**Data extract:**
+ + + + + + +
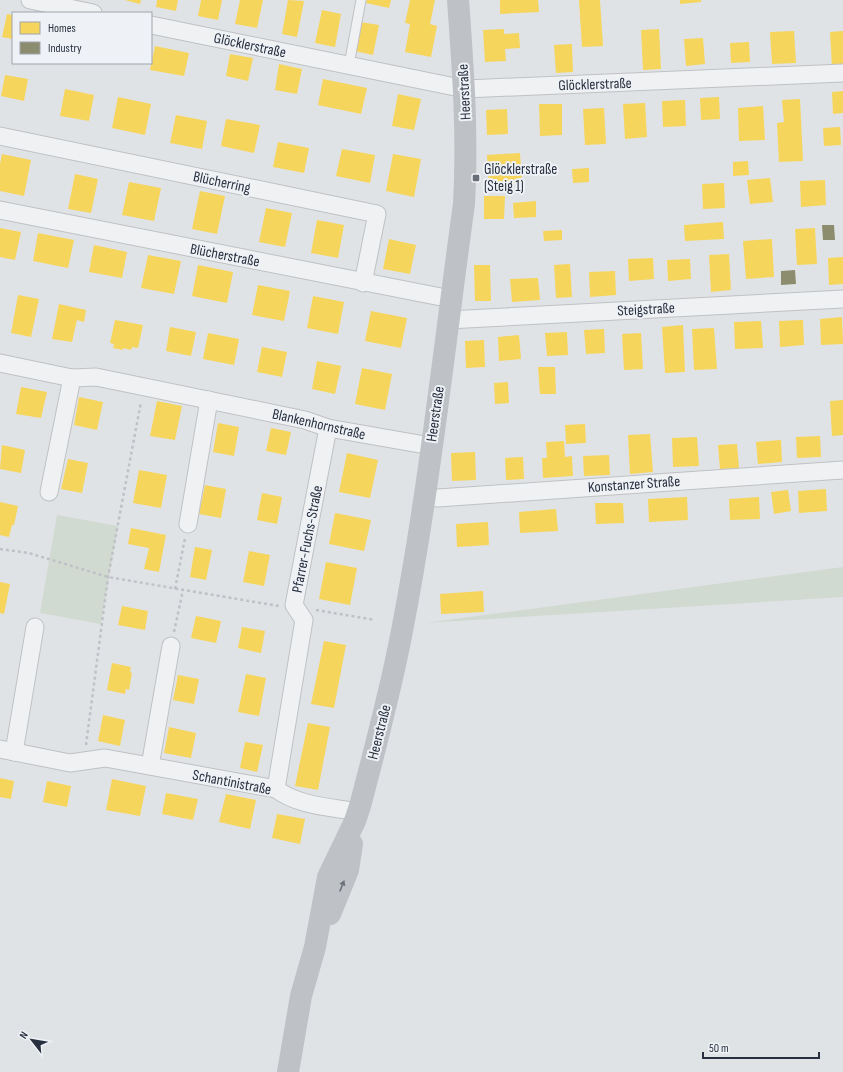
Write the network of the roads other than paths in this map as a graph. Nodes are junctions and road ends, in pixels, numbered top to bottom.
1 (30, 0) edge
2 (361, 0) edge
3 (458, 0) edge
4 (88, 12) edge
5 (152, 25) edge
6 (349, 65) junction
7 (843, 73) edge
8 (465, 89) junction
9 (0, 136) edge
10 (0, 210) edge
11 (363, 283) junction
12 (843, 299) edge
13 (449, 309) junction
14 (0, 363) edge
15 (72, 378) junction
16 (209, 400) junction
17 (328, 428) junction
18 (431, 446) junction
19 (843, 470) edge
20 (49, 492) dead end
21 (425, 497) junction
22 (188, 524) road end
23 (35, 627) dead end
24 (171, 646) road end
25 (7, 750) edge
26 (150, 766) junction
27 (276, 789) junction
28 (357, 817) junction
29 (288, 1072) edge

1 - 4 street
2 - 6 lane
3 - 8 street, Heerstraße
5 - 6 street, Glöcklerstraße
6 - 8 street, Glöcklerstraße
7 - 8 street, Glöcklerstraße
8 - 13 street, Heerstraße
9 - 11 street, Blücherring
10 - 11 street, Blücherstraße
11 - 13 street, Blücherstraße
12 - 13 street, Steigstraße
13 - 18 street, Heerstraße
14 - 15 street, Blankenhornstraße
15 - 16 street, Blankenhornstraße
15 - 20 street
16 - 17 street, Blankenhornstraße
16 - 22 street
17 - 18 street, Blankenhornstraße
17 - 27 street, Pfarrer-Fuchs-Straße
18 - 21 street, Heerstraße
19 - 21 street, Konstanzer Straße
21 - 28 street, Heerstraße
23 - 25 street, Schantinistraße
24 - 26 street
25 - 26 street, Schantinistraße
26 - 27 street, Schantinistraße
27 - 28 street, Schantinistraße
28 - 29 street, Heerstraße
+ + + + + + +
**Required action:** The listing should be transcribed in full, exactly, and without its pictures.

**Output for this task:**
Write the network of the roads other than paths in this map as a graph. Nodes are junctions and road ends, in pixels, numbered top to bottom.
1 (30, 0) edge
2 (361, 0) edge
3 (458, 0) edge
4 (88, 12) edge
5 (152, 25) edge
6 (349, 65) junction
7 (843, 73) edge
8 (465, 89) junction
9 (0, 136) edge
10 (0, 210) edge
11 (363, 283) junction
12 (843, 299) edge
13 (449, 309) junction
14 (0, 363) edge
15 (72, 378) junction
16 (209, 400) junction
17 (328, 428) junction
18 (431, 446) junction
19 (843, 470) edge
20 (49, 492) dead end
21 (425, 497) junction
22 (188, 524) road end
23 (35, 627) dead end
24 (171, 646) road end
25 (7, 750) edge
26 (150, 766) junction
27 (276, 789) junction
28 (357, 817) junction
29 (288, 1072) edge

1 - 4 street
2 - 6 lane
3 - 8 street, Heerstraße
5 - 6 street, Glöcklerstraße
6 - 8 street, Glöcklerstraße
7 - 8 street, Glöcklerstraße
8 - 13 street, Heerstraße
9 - 11 street, Blücherring
10 - 11 street, Blücherstraße
11 - 13 street, Blücherstraße
12 - 13 street, Steigstraße
13 - 18 street, Heerstraße
14 - 15 street, Blankenhornstraße
15 - 16 street, Blankenhornstraße
15 - 20 street
16 - 17 street, Blankenhornstraße
16 - 22 street
17 - 18 street, Blankenhornstraße
17 - 27 street, Pfarrer-Fuchs-Straße
18 - 21 street, Heerstraße
19 - 21 street, Konstanzer Straße
21 - 28 street, Heerstraße
23 - 25 street, Schantinistraße
24 - 26 street
25 - 26 street, Schantinistraße
26 - 27 street, Schantinistraße
27 - 28 street, Schantinistraße
28 - 29 street, Heerstraße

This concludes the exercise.